Labour Force Survey Custom Tab Questions

Question:
I have a researcher who is interested in a custom tab from the Labour Force Survey. Can you confirm that the following would be available as a custom tab?

He is looking at assessing socio-economic impacts of changes in the forest products sector – both mill closures and start-ups of new biorefinery ventures – and would like to develop a socio-economic index (or measures) that can be incorporated into Canmet ENERGY (part of Natural Resources Canada) I-BIOREF biorefinery simulation model.

Here are the specifications for the data he is interested in from the LFS. The attached excel file provides an illustration of the data output framework that he would like to see. It also includes a list of all the NAICS and NOC codes he is looking for.

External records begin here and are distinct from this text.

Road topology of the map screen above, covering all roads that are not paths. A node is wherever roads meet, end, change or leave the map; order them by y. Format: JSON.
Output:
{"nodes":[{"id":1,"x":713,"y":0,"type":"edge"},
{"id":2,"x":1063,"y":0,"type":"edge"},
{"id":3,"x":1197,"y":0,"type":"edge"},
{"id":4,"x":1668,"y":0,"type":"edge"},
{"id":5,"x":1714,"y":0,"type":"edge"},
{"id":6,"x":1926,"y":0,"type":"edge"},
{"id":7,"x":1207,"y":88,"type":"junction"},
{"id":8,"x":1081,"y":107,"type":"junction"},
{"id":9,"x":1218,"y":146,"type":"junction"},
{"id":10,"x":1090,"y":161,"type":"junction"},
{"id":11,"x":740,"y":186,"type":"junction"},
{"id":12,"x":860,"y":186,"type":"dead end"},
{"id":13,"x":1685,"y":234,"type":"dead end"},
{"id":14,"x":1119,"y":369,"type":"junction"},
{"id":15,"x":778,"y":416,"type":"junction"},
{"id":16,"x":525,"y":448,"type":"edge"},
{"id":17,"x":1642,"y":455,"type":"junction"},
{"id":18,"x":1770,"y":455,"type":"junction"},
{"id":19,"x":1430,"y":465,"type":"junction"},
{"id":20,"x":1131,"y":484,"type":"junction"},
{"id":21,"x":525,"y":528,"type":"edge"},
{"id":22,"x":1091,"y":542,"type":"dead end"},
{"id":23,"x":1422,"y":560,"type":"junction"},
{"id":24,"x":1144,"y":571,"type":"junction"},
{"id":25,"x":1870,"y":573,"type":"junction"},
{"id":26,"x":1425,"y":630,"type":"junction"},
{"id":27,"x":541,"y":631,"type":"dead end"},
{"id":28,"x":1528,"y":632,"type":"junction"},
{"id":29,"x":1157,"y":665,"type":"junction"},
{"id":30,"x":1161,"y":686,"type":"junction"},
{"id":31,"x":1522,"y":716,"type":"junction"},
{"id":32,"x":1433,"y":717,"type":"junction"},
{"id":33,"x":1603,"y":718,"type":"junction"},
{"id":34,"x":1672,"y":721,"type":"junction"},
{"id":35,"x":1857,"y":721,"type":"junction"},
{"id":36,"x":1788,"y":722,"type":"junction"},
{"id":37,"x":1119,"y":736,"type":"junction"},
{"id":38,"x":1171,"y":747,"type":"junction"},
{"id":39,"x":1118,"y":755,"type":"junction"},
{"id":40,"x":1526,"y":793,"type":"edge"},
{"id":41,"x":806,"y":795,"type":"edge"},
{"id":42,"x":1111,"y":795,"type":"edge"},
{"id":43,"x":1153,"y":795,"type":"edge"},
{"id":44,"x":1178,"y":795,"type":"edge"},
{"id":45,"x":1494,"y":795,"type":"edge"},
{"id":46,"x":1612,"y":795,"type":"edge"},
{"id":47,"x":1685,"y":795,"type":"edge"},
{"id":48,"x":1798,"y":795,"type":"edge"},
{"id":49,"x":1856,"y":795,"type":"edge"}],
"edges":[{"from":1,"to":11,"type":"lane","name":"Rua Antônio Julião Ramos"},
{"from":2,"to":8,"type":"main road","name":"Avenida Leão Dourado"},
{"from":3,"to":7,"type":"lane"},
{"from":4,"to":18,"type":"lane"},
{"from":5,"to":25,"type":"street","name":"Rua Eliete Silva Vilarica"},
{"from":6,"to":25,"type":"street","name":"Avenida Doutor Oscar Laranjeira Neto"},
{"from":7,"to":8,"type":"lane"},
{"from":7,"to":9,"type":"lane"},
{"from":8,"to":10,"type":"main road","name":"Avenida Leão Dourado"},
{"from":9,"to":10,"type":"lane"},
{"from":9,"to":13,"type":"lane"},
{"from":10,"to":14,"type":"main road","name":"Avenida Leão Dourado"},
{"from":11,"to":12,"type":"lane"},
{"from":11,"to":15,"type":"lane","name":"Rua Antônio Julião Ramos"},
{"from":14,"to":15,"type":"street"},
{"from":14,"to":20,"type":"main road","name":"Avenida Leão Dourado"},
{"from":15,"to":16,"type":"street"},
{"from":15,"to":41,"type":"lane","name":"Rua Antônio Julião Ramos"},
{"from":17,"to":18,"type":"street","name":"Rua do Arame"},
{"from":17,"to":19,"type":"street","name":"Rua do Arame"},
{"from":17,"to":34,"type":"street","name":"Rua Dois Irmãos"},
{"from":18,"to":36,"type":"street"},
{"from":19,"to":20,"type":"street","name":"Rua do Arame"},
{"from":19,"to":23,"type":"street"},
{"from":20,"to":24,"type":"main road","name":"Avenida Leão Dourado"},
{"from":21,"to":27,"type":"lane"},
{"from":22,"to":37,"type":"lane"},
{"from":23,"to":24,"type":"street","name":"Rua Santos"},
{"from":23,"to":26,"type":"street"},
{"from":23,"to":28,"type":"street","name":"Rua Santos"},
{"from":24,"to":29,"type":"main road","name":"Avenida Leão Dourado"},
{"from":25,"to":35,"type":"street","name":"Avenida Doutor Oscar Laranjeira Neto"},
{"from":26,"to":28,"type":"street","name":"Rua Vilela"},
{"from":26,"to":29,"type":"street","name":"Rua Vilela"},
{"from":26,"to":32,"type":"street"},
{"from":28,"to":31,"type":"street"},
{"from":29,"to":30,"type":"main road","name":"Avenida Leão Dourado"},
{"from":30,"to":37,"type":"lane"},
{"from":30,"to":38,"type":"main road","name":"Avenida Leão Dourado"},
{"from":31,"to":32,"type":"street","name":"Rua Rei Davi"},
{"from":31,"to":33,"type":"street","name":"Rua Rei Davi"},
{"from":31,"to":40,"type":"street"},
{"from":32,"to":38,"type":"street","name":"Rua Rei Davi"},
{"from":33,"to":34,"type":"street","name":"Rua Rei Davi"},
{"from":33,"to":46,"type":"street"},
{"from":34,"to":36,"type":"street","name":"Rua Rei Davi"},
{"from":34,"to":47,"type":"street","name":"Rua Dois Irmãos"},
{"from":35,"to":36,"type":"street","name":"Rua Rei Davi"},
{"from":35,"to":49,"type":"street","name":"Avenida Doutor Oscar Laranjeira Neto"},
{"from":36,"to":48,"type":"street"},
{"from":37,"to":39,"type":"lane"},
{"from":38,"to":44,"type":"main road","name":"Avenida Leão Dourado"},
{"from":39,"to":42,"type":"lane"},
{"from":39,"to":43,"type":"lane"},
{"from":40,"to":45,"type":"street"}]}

  • Number of total workers (all industries)
  • Employment income (all workers/all industries)
  • Number of workers by industry – NAICS
  • Total Employment Income by industry – NAICS
  • Number of Employees by Occupation – NOC
  • Highest level of Education attainment
  • Geographic areas – the CA’s specified will be the focus of case study examinations within my research because each exhibits particular characteristics of change / rejuvenation with respect to the forest sector. The CA’s are: Corner Brook, NL; Val d’Or, QC; Thunder Bay, ON; and Prince George, BC. Additionally, it would also be very useful to obtain the data for two Census Subdivisions in Qu├ębec – La Tuque and Matagami – as these two communities exhibit forest industry change characteristics that are not readily observable elsewhere.
  • Time frame – the overall time period of focus / interest is 2000 – 2017. Monthly data is not essential – annualised or December end-of-year data would work just fine. My objective in pursuing the LFS data is to obtain more frequent tracking of changes in the communities than is achievable from the Census data.
Answer:

I’ve received the following response from subject matter:

“The level of detail requested is too high for the CA geography.
The Labour force survey is not designed for this level of granularity.”